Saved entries

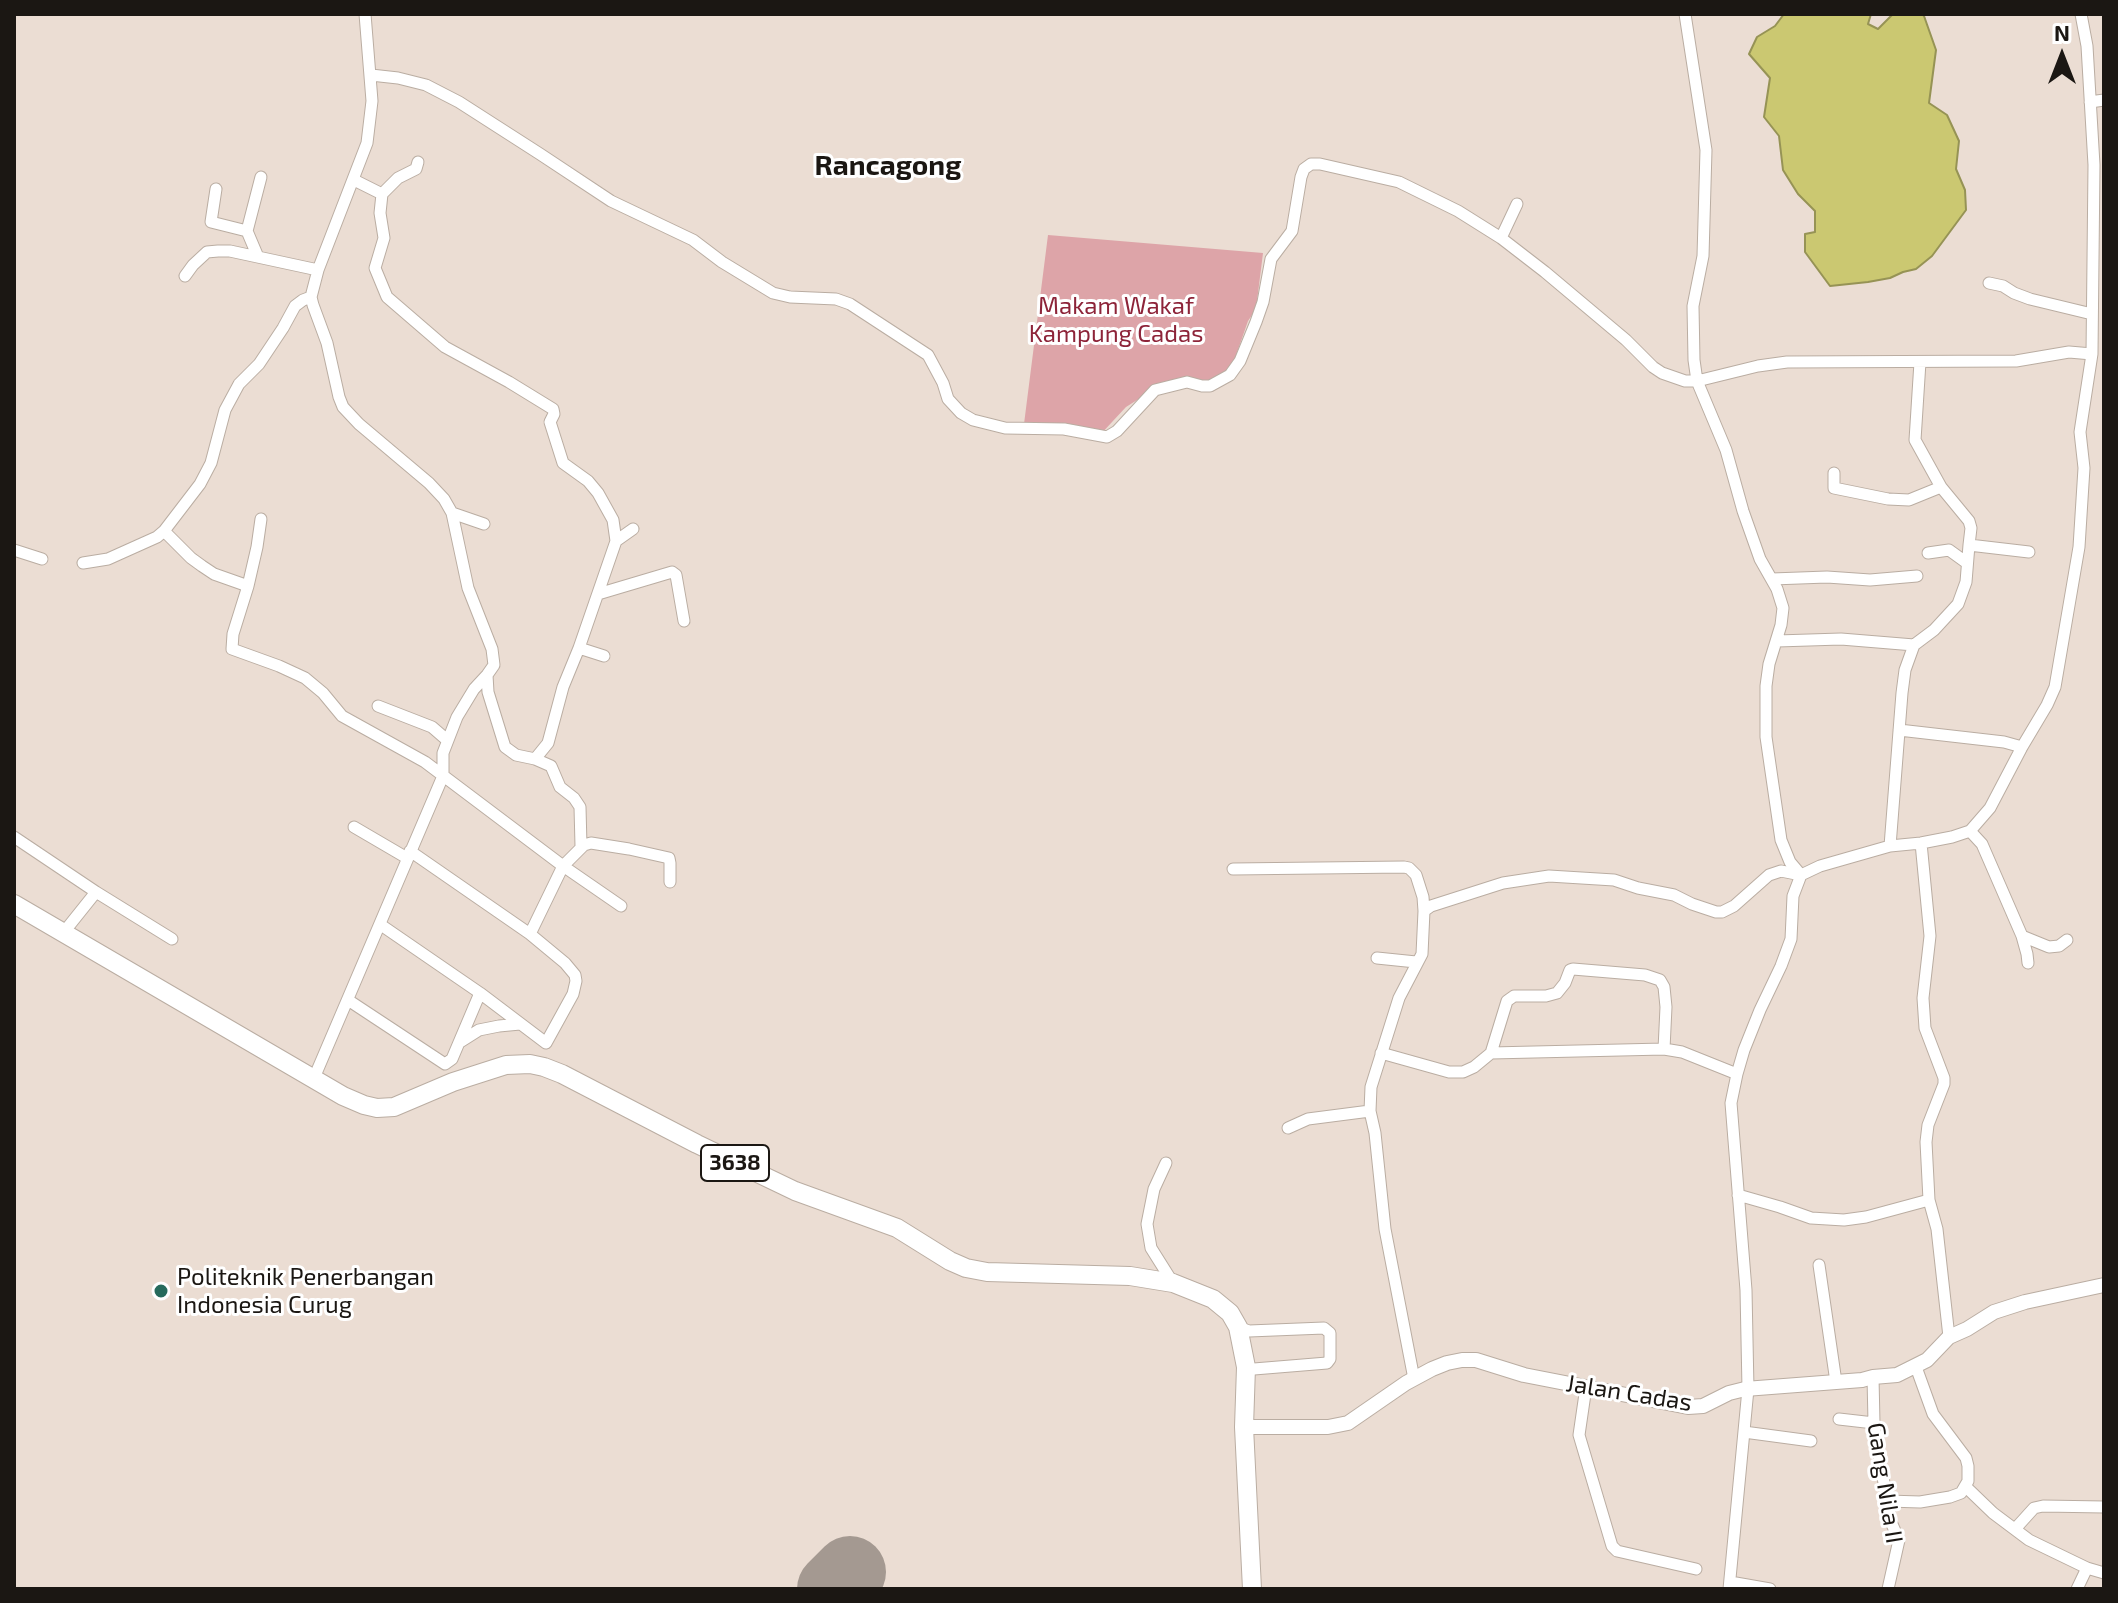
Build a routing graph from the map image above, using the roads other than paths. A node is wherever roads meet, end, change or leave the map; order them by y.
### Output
1 (365, 14) edge
2 (1685, 14) edge
3 (2081, 14) edge
4 (371, 75) junction
5 (2104, 100) edge
6 (2090, 102) junction
7 (418, 162) dead end
8 (261, 177) dead end
9 (354, 180) junction
10 (216, 189) dead end
11 (382, 194) junction
12 (1517, 204) dead end
13 (247, 231) junction
14 (1501, 238) junction
15 (258, 257) junction
16 (318, 270) junction
17 (185, 276) dead end
18 (1989, 283) dead end
19 (311, 297) junction
20 (2092, 314) junction
21 (2092, 354) junction
22 (1920, 362) junction
23 (1697, 381) junction
24 (1834, 473) dead end
25 (1941, 487) junction
26 (452, 513) junction
27 (261, 519) dead end
28 (484, 524) dead end
29 (633, 529) dead end
30 (164, 531) junction
31 (616, 541) junction
32 (1969, 545) junction
33 (14, 550) edge
34 (2029, 552) dead end
35 (1928, 553) dead end
36 (42, 559) dead end
37 (83, 563) dead end
38 (1967, 563) junction
39 (1917, 576) dead end
40 (1772, 579) junction
41 (248, 586) junction
42 (598, 594) junction
43 (684, 621) dead end
44 (1777, 641) junction
45 (1914, 645) junction
46 (579, 648) junction
47 (604, 656) dead end
48 (487, 675) junction
49 (378, 706) dead end
50 (1899, 730) junction
51 (447, 740) junction
52 (2022, 747) junction
53 (535, 759) junction
54 (443, 776) junction
55 (354, 827) dead end
56 (1970, 831) junction
57 (14, 837) edge
58 (1921, 843) junction
59 (581, 846) junction
60 (1890, 846) junction
61 (408, 855) junction
62 (563, 866) junction
63 (1233, 869) dead end
64 (1801, 875) junction
65 (670, 882) dead end
66 (96, 892) junction
67 (14, 904) edge
68 (621, 906) dead end
69 (1424, 911) junction
70 (381, 925) junction
71 (64, 932) junction
72 (530, 934) junction
73 (2022, 936) junction
74 (172, 939) dead end
75 (2067, 940) dead end
76 (1377, 958) dead end
77 (1416, 962) junction
78 (2028, 963) dead end
79 (480, 993) junction
80 (348, 1000) junction
81 (520, 1024) junction
82 (459, 1042) junction
83 (1664, 1049) junction
84 (1381, 1053) junction
85 (1491, 1053) junction
86 (1737, 1074) junction
87 (314, 1078) junction
88 (1370, 1111) junction
89 (1288, 1128) dead end
90 (1166, 1163) dead end
91 (1738, 1195) junction
92 (1929, 1200) junction
93 (1819, 1265) dead end
94 (1173, 1283) junction
95 (2104, 1285) edge
96 (1238, 1327) junction
97 (1949, 1337) junction
98 (1246, 1367) junction
99 (1916, 1367) junction
100 (1873, 1377) junction
101 (1414, 1379) junction
102 (1836, 1382) junction
103 (1586, 1387) junction
104 (1748, 1389) junction
105 (1839, 1419) dead end
106 (1874, 1423) junction
107 (1244, 1427) junction
108 (1744, 1432) junction
109 (1811, 1441) dead end
110 (1966, 1487) junction
111 (1888, 1501) junction
112 (2104, 1507) edge
113 (2015, 1529) junction
114 (2087, 1568) junction
115 (1696, 1569) dead end
116 (2104, 1573) edge
117 (1730, 1585) edge
118 (1252, 1589) edge
119 (1770, 1589) edge
120 (1888, 1589) edge
121 (2077, 1589) edge

1 - 4 street
2 - 23 street
3 - 6 street
4 - 9 street
4 - 14 street
5 - 6 street
6 - 20 street
7 - 11 street
8 - 13 street
9 - 11 street
9 - 16 street
10 - 13 street
11 - 31 street
12 - 14 street
13 - 15 street
14 - 23 street
15 - 16 street
15 - 17 street
16 - 19 street
18 - 20 street
19 - 26 street
19 - 30 street
20 - 21 street
21 - 22 street
21 - 52 street
22 - 23 street
22 - 25 street
23 - 40 street
24 - 25 street
25 - 32 street
26 - 28 street
26 - 48 street
27 - 41 street
29 - 31 street
30 - 37 street
30 - 41 street
31 - 42 street
32 - 34 street
32 - 38 street
33 - 36 street
35 - 38 street
38 - 45 street
39 - 40 street
40 - 44 street
41 - 54 street
42 - 43 street
42 - 46 street
44 - 45 street
44 - 64 street
45 - 50 street
46 - 47 street
46 - 53 street
48 - 51 street
48 - 53 street
49 - 51 street
50 - 52 street
50 - 60 street
51 - 54 street
52 - 56 street
53 - 59 street
54 - 61 street
54 - 62 street
55 - 61 street
56 - 58 street
56 - 73 street
57 - 66 street
58 - 60 street
58 - 92 street
59 - 62 street
59 - 65 street
60 - 64 street
61 - 70 street
61 - 72 street
62 - 68 street
62 - 72 street
63 - 69 street
64 - 69 street
64 - 86 street
66 - 71 street
66 - 74 street
67 - 71 main road, 3638
69 - 77 street
70 - 79 street
70 - 80 street
71 - 87 main road, 3638
72 - 81 street
73 - 75 street
73 - 78 street
76 - 77 street
77 - 84 street
79 - 81 street
79 - 82 street
80 - 82 street
80 - 87 street
81 - 82 street
83 - 85 street
83 - 85 street
83 - 86 street
84 - 85 street
84 - 88 street
86 - 91 street
87 - 94 main road, 3638
88 - 89 street
88 - 101 street
90 - 94 street
91 - 92 street
91 - 104 street
92 - 97 street
93 - 102 street
94 - 96 main road, 3638
95 - 97 street, Jalan Cadas
96 - 98 main road
96 - 98 street
97 - 99 street, Jalan Cadas
98 - 107 main road
99 - 100 street, Jalan Cadas
99 - 110 street
100 - 102 street, Jalan Cadas
100 - 106 street, Gang Nila II
101 - 103 street, Jalan Cadas
101 - 107 street, Jalan Cadas
102 - 104 street, Jalan Cadas
103 - 104 street, Jalan Cadas
103 - 115 street
104 - 108 street
105 - 106 street
106 - 111 street, Gang Nila II
107 - 118 main road
108 - 109 street
108 - 117 street
110 - 111 street
110 - 113 street
111 - 120 street, Gang Nila II
112 - 113 street
113 - 114 street
114 - 116 street
114 - 121 street
117 - 119 street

* **Your goal**: Copy all the entries above exactly as they stand, except for the pictures.

* **Solution below**:
Build a routing graph from the map image above, using the roads other than paths. A node is wherever roads meet, end, change or leave the map; order them by y.
### Output
1 (365, 14) edge
2 (1685, 14) edge
3 (2081, 14) edge
4 (371, 75) junction
5 (2104, 100) edge
6 (2090, 102) junction
7 (418, 162) dead end
8 (261, 177) dead end
9 (354, 180) junction
10 (216, 189) dead end
11 (382, 194) junction
12 (1517, 204) dead end
13 (247, 231) junction
14 (1501, 238) junction
15 (258, 257) junction
16 (318, 270) junction
17 (185, 276) dead end
18 (1989, 283) dead end
19 (311, 297) junction
20 (2092, 314) junction
21 (2092, 354) junction
22 (1920, 362) junction
23 (1697, 381) junction
24 (1834, 473) dead end
25 (1941, 487) junction
26 (452, 513) junction
27 (261, 519) dead end
28 (484, 524) dead end
29 (633, 529) dead end
30 (164, 531) junction
31 (616, 541) junction
32 (1969, 545) junction
33 (14, 550) edge
34 (2029, 552) dead end
35 (1928, 553) dead end
36 (42, 559) dead end
37 (83, 563) dead end
38 (1967, 563) junction
39 (1917, 576) dead end
40 (1772, 579) junction
41 (248, 586) junction
42 (598, 594) junction
43 (684, 621) dead end
44 (1777, 641) junction
45 (1914, 645) junction
46 (579, 648) junction
47 (604, 656) dead end
48 (487, 675) junction
49 (378, 706) dead end
50 (1899, 730) junction
51 (447, 740) junction
52 (2022, 747) junction
53 (535, 759) junction
54 (443, 776) junction
55 (354, 827) dead end
56 (1970, 831) junction
57 (14, 837) edge
58 (1921, 843) junction
59 (581, 846) junction
60 (1890, 846) junction
61 (408, 855) junction
62 (563, 866) junction
63 (1233, 869) dead end
64 (1801, 875) junction
65 (670, 882) dead end
66 (96, 892) junction
67 (14, 904) edge
68 (621, 906) dead end
69 (1424, 911) junction
70 (381, 925) junction
71 (64, 932) junction
72 (530, 934) junction
73 (2022, 936) junction
74 (172, 939) dead end
75 (2067, 940) dead end
76 (1377, 958) dead end
77 (1416, 962) junction
78 (2028, 963) dead end
79 (480, 993) junction
80 (348, 1000) junction
81 (520, 1024) junction
82 (459, 1042) junction
83 (1664, 1049) junction
84 (1381, 1053) junction
85 (1491, 1053) junction
86 (1737, 1074) junction
87 (314, 1078) junction
88 (1370, 1111) junction
89 (1288, 1128) dead end
90 (1166, 1163) dead end
91 (1738, 1195) junction
92 (1929, 1200) junction
93 (1819, 1265) dead end
94 (1173, 1283) junction
95 (2104, 1285) edge
96 (1238, 1327) junction
97 (1949, 1337) junction
98 (1246, 1367) junction
99 (1916, 1367) junction
100 (1873, 1377) junction
101 (1414, 1379) junction
102 (1836, 1382) junction
103 (1586, 1387) junction
104 (1748, 1389) junction
105 (1839, 1419) dead end
106 (1874, 1423) junction
107 (1244, 1427) junction
108 (1744, 1432) junction
109 (1811, 1441) dead end
110 (1966, 1487) junction
111 (1888, 1501) junction
112 (2104, 1507) edge
113 (2015, 1529) junction
114 (2087, 1568) junction
115 (1696, 1569) dead end
116 (2104, 1573) edge
117 (1730, 1585) edge
118 (1252, 1589) edge
119 (1770, 1589) edge
120 (1888, 1589) edge
121 (2077, 1589) edge

1 - 4 street
2 - 23 street
3 - 6 street
4 - 9 street
4 - 14 street
5 - 6 street
6 - 20 street
7 - 11 street
8 - 13 street
9 - 11 street
9 - 16 street
10 - 13 street
11 - 31 street
12 - 14 street
13 - 15 street
14 - 23 street
15 - 16 street
15 - 17 street
16 - 19 street
18 - 20 street
19 - 26 street
19 - 30 street
20 - 21 street
21 - 22 street
21 - 52 street
22 - 23 street
22 - 25 street
23 - 40 street
24 - 25 street
25 - 32 street
26 - 28 street
26 - 48 street
27 - 41 street
29 - 31 street
30 - 37 street
30 - 41 street
31 - 42 street
32 - 34 street
32 - 38 street
33 - 36 street
35 - 38 street
38 - 45 street
39 - 40 street
40 - 44 street
41 - 54 street
42 - 43 street
42 - 46 street
44 - 45 street
44 - 64 street
45 - 50 street
46 - 47 street
46 - 53 street
48 - 51 street
48 - 53 street
49 - 51 street
50 - 52 street
50 - 60 street
51 - 54 street
52 - 56 street
53 - 59 street
54 - 61 street
54 - 62 street
55 - 61 street
56 - 58 street
56 - 73 street
57 - 66 street
58 - 60 street
58 - 92 street
59 - 62 street
59 - 65 street
60 - 64 street
61 - 70 street
61 - 72 street
62 - 68 street
62 - 72 street
63 - 69 street
64 - 69 street
64 - 86 street
66 - 71 street
66 - 74 street
67 - 71 main road, 3638
69 - 77 street
70 - 79 street
70 - 80 street
71 - 87 main road, 3638
72 - 81 street
73 - 75 street
73 - 78 street
76 - 77 street
77 - 84 street
79 - 81 street
79 - 82 street
80 - 82 street
80 - 87 street
81 - 82 street
83 - 85 street
83 - 85 street
83 - 86 street
84 - 85 street
84 - 88 street
86 - 91 street
87 - 94 main road, 3638
88 - 89 street
88 - 101 street
90 - 94 street
91 - 92 street
91 - 104 street
92 - 97 street
93 - 102 street
94 - 96 main road, 3638
95 - 97 street, Jalan Cadas
96 - 98 main road
96 - 98 street
97 - 99 street, Jalan Cadas
98 - 107 main road
99 - 100 street, Jalan Cadas
99 - 110 street
100 - 102 street, Jalan Cadas
100 - 106 street, Gang Nila II
101 - 103 street, Jalan Cadas
101 - 107 street, Jalan Cadas
102 - 104 street, Jalan Cadas
103 - 104 street, Jalan Cadas
103 - 115 street
104 - 108 street
105 - 106 street
106 - 111 street, Gang Nila II
107 - 118 main road
108 - 109 street
108 - 117 street
110 - 111 street
110 - 113 street
111 - 120 street, Gang Nila II
112 - 113 street
113 - 114 street
114 - 116 street
114 - 121 street
117 - 119 street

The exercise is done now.